- Illinois state flag
- Active: August 31, 1861 – July 20, 1865
- Country: United States
- Allegiance: Union Illinois
- Branch: Infantry
- Size: Regiment

= 26th Illinois Infantry Regiment =

The 26th Regiment Illinois Volunteer Infantry was an infantry regiment that served in the Union Army during the American Civil War.

==Service==
The 26th Illinois Infantry was organized for 3 years' service with seven companies at Camp Butler, Illinois and mustered into Federal service on August 31, 1861. Three more companies were raised by January 1, 1862.

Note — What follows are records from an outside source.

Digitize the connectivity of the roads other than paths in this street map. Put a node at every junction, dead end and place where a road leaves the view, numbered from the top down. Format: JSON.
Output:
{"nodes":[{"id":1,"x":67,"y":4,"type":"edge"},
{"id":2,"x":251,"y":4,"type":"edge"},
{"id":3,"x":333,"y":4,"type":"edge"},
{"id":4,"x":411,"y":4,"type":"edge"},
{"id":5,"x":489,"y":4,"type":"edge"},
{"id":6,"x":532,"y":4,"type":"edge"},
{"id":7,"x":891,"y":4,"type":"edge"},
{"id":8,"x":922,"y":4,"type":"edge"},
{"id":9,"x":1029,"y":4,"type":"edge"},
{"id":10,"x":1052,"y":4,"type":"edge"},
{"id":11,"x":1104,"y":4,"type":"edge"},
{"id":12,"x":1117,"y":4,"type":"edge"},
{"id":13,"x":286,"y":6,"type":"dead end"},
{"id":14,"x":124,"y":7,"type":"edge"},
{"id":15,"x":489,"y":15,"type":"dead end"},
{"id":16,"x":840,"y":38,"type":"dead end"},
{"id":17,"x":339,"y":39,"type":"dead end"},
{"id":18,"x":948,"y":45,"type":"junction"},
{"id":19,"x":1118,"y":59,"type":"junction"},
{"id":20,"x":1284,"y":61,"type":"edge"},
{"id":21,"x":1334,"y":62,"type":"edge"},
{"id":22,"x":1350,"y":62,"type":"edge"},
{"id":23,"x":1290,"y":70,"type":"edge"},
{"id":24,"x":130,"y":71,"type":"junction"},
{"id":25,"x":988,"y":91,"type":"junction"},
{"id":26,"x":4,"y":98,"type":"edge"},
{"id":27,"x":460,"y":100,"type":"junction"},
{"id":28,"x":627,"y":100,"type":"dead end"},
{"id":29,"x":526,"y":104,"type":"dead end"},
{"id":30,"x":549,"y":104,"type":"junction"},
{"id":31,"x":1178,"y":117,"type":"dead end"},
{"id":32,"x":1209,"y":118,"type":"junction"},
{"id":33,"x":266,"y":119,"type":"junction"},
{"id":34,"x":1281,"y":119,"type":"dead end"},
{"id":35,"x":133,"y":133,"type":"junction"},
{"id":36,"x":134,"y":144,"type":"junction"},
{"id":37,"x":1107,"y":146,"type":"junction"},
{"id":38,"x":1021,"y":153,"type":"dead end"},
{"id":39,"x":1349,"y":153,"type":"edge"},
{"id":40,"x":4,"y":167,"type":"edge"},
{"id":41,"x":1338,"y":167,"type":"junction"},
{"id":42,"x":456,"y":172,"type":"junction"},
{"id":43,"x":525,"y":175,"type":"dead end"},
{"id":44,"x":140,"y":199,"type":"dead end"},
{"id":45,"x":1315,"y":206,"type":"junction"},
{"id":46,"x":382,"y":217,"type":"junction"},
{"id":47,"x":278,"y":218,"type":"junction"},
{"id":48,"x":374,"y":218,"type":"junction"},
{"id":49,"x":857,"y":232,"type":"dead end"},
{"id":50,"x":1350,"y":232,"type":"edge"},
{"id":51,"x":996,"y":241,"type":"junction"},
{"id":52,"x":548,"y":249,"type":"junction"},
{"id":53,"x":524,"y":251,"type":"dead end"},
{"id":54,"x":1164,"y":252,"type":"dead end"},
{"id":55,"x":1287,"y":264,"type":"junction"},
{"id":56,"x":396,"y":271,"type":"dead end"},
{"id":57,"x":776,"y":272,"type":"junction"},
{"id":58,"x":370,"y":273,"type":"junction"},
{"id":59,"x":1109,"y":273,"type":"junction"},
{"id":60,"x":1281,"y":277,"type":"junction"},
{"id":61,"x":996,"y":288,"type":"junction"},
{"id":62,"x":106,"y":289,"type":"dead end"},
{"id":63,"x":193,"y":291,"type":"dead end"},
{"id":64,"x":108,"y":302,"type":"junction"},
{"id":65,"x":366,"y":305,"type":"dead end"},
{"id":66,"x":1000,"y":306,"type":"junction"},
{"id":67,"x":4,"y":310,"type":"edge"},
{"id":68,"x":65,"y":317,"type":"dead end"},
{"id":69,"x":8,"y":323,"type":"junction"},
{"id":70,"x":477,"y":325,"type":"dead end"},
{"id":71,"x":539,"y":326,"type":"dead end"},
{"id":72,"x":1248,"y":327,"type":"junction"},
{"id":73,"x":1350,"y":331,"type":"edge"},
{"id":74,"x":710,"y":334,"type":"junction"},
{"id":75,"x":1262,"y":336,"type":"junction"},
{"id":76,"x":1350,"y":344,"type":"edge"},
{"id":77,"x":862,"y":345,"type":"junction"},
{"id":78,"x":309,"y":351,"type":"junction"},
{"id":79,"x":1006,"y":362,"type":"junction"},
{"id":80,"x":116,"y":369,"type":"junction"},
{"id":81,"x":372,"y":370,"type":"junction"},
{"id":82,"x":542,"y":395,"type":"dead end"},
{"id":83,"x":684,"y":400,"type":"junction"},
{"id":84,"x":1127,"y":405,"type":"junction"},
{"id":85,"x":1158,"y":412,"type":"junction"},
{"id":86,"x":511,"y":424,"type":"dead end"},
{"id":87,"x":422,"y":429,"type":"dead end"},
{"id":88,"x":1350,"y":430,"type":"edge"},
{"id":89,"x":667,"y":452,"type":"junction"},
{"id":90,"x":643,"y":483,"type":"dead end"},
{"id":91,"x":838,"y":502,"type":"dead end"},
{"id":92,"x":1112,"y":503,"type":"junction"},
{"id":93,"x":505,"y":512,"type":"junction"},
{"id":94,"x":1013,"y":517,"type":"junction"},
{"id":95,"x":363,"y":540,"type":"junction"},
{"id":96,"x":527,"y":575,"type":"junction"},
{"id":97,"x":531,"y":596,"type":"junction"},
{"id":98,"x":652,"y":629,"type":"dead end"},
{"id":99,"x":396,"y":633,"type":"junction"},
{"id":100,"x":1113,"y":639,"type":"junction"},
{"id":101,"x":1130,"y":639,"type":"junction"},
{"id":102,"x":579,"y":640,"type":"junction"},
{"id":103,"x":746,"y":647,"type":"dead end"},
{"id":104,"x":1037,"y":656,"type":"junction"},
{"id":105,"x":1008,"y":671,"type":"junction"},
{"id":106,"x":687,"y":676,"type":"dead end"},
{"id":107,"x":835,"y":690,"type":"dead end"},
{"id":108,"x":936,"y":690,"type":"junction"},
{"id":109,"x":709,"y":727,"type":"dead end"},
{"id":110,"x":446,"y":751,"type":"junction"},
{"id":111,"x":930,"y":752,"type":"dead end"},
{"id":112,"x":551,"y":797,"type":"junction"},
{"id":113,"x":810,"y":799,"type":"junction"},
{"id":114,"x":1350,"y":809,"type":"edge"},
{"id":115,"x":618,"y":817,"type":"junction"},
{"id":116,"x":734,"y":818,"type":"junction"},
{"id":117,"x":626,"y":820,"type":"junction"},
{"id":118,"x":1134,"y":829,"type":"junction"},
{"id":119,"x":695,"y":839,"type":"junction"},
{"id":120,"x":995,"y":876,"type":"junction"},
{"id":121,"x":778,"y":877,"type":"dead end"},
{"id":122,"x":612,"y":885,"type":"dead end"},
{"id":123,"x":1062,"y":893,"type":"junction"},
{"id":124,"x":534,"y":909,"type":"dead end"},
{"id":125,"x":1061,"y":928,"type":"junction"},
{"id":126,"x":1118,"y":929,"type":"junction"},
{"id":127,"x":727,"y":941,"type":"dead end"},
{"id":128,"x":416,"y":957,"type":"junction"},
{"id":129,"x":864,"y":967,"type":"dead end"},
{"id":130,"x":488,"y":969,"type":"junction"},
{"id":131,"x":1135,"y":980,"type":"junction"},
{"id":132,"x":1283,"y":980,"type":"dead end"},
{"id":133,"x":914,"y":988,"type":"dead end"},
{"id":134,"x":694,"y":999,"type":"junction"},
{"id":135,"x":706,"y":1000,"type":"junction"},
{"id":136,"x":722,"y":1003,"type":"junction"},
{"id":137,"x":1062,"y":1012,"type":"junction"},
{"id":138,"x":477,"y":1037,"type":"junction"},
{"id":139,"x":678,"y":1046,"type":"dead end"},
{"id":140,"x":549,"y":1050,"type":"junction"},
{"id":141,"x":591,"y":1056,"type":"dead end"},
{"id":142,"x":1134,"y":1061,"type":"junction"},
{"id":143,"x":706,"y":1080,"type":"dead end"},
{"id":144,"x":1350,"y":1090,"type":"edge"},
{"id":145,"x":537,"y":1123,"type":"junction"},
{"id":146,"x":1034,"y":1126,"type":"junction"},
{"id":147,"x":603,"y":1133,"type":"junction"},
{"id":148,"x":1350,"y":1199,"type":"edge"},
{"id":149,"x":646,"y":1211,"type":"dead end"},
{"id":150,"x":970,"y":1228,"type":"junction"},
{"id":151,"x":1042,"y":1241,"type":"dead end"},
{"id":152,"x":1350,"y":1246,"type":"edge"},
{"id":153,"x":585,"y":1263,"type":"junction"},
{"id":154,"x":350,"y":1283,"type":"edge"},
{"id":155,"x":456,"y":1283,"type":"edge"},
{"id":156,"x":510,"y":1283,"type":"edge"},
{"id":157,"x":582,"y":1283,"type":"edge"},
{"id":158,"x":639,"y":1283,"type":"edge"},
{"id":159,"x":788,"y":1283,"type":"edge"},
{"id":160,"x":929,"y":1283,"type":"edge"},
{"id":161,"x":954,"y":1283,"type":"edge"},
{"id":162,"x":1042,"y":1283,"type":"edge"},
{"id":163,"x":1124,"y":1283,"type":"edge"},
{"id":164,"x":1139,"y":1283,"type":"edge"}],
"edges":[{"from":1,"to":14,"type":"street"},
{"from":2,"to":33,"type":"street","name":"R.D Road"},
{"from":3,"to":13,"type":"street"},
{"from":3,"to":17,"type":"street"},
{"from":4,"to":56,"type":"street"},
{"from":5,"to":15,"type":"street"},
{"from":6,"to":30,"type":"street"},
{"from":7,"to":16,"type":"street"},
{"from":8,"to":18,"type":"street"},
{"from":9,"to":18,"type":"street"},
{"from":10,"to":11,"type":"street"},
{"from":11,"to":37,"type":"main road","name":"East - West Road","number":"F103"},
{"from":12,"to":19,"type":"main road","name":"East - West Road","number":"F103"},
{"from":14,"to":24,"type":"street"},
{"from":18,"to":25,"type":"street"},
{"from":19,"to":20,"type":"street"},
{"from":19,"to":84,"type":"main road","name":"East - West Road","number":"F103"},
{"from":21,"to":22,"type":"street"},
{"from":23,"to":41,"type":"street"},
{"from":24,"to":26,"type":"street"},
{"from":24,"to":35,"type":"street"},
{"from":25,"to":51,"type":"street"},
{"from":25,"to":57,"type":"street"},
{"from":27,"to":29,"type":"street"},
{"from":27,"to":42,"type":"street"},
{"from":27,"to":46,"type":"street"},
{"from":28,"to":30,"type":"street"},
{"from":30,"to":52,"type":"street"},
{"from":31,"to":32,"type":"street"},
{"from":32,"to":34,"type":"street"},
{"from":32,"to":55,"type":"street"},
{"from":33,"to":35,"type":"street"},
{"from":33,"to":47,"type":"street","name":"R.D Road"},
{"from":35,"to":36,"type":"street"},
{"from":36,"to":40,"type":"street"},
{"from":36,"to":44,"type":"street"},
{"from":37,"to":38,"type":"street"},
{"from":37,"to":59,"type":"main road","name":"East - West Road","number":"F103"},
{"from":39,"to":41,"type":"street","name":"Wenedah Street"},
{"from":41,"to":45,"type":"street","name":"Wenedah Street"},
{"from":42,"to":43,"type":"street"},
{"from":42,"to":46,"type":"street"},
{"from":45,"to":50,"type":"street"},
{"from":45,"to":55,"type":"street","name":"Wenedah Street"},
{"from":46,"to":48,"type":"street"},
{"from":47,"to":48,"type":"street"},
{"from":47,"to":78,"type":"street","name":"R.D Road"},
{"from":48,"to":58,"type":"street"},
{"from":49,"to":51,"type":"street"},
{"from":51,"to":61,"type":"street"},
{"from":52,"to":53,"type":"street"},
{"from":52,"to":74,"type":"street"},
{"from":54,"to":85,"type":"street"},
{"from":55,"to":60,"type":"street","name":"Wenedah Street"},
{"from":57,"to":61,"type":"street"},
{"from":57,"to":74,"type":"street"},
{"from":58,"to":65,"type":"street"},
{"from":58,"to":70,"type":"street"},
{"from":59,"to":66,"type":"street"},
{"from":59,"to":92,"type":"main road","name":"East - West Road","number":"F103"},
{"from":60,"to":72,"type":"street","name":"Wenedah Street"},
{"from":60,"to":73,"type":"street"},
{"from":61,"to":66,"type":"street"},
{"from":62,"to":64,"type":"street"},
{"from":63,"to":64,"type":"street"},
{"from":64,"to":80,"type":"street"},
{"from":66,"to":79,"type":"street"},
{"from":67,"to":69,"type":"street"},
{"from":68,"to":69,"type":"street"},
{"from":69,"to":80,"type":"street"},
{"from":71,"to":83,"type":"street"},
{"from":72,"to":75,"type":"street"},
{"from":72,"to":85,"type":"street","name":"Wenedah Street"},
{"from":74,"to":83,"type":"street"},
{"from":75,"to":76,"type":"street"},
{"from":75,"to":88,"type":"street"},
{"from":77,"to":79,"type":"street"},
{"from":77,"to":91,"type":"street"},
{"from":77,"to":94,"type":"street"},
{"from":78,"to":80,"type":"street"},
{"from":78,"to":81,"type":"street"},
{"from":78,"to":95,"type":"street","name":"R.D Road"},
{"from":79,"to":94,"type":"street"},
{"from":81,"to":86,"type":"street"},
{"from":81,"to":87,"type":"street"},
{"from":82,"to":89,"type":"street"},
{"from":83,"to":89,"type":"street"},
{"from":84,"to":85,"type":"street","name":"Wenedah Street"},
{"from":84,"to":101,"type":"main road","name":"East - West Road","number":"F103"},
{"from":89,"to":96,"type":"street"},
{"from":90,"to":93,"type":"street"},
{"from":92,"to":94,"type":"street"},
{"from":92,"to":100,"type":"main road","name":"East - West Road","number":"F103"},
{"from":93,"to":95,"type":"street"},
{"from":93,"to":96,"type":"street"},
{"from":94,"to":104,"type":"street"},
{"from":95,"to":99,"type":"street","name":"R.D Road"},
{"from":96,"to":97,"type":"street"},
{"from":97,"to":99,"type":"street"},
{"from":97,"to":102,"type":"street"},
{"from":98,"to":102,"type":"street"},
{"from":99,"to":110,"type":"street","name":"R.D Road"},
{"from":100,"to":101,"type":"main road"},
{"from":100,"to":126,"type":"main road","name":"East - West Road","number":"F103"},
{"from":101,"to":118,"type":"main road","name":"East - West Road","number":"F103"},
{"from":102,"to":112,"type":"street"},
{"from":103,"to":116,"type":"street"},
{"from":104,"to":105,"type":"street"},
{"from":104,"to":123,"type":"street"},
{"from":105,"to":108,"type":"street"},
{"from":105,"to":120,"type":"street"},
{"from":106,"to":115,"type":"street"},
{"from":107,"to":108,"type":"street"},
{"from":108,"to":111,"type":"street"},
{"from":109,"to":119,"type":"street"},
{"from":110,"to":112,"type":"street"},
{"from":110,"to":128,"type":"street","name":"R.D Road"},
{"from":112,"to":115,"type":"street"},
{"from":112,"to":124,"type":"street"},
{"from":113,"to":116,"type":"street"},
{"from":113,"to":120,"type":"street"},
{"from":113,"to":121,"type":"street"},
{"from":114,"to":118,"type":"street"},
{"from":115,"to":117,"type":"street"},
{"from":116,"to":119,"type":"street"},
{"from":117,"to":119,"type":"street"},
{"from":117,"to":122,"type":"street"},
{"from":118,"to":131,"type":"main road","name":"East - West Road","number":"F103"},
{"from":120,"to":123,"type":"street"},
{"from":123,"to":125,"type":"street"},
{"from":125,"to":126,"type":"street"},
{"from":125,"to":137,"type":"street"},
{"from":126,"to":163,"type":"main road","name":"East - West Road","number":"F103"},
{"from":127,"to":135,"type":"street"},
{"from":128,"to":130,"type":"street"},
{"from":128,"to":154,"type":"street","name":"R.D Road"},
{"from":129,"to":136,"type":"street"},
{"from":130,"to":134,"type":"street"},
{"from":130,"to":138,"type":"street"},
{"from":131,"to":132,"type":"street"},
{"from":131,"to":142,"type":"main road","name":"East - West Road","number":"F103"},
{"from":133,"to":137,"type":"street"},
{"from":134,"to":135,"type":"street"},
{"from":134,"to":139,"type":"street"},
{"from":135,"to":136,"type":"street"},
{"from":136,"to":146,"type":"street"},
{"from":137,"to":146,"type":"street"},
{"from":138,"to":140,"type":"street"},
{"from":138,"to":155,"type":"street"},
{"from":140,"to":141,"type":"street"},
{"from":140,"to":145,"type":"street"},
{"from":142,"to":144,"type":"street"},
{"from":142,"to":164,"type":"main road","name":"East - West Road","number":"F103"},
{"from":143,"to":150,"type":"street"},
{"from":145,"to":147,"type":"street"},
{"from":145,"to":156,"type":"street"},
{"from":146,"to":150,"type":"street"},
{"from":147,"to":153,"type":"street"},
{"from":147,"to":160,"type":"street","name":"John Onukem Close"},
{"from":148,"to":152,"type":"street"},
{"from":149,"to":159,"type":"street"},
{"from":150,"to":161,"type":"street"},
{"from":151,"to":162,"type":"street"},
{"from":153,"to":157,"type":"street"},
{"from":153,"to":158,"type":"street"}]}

The 26th Illinois Infantry on January 1, 1864, had 515 men present for duty, of whom 463 re-enlisted as veterans and were granted a furlough. At the end of the furlough, the regiment returned to the field with its ranks replenished with recruits. After the fall of Atlanta on September 1–2, 1864, most of the regiment's original officers mustered out on the expiration of their terms of service. The regiment participated in the Grand Review of the Armies on May 23–24, 1865, in Washington, D.C.; was mustered out on July 20, 1865, at Louisville, Kentucky; and on July 28, 1865, was paid off and disbanded at Springfield, Illinois.

==Total strength and casualties==
The regiment suffered 2 officers and 88 enlisted men who were killed in action or mortally wounded, and 2 officers and 194 enlisted men who died of disease, for a total of 286 fatalities.

==Commanders==
- Colonel John Mason Loomis - resigned on April 30, 1864.
- Lieutenant Colonel Robert A. Gilmore - mustered out on October 27, 1864, on expiration of term of service.
- Lieutenant Colonel Ira J. Bloomfield - mustered out with regiment on July 20, 1865.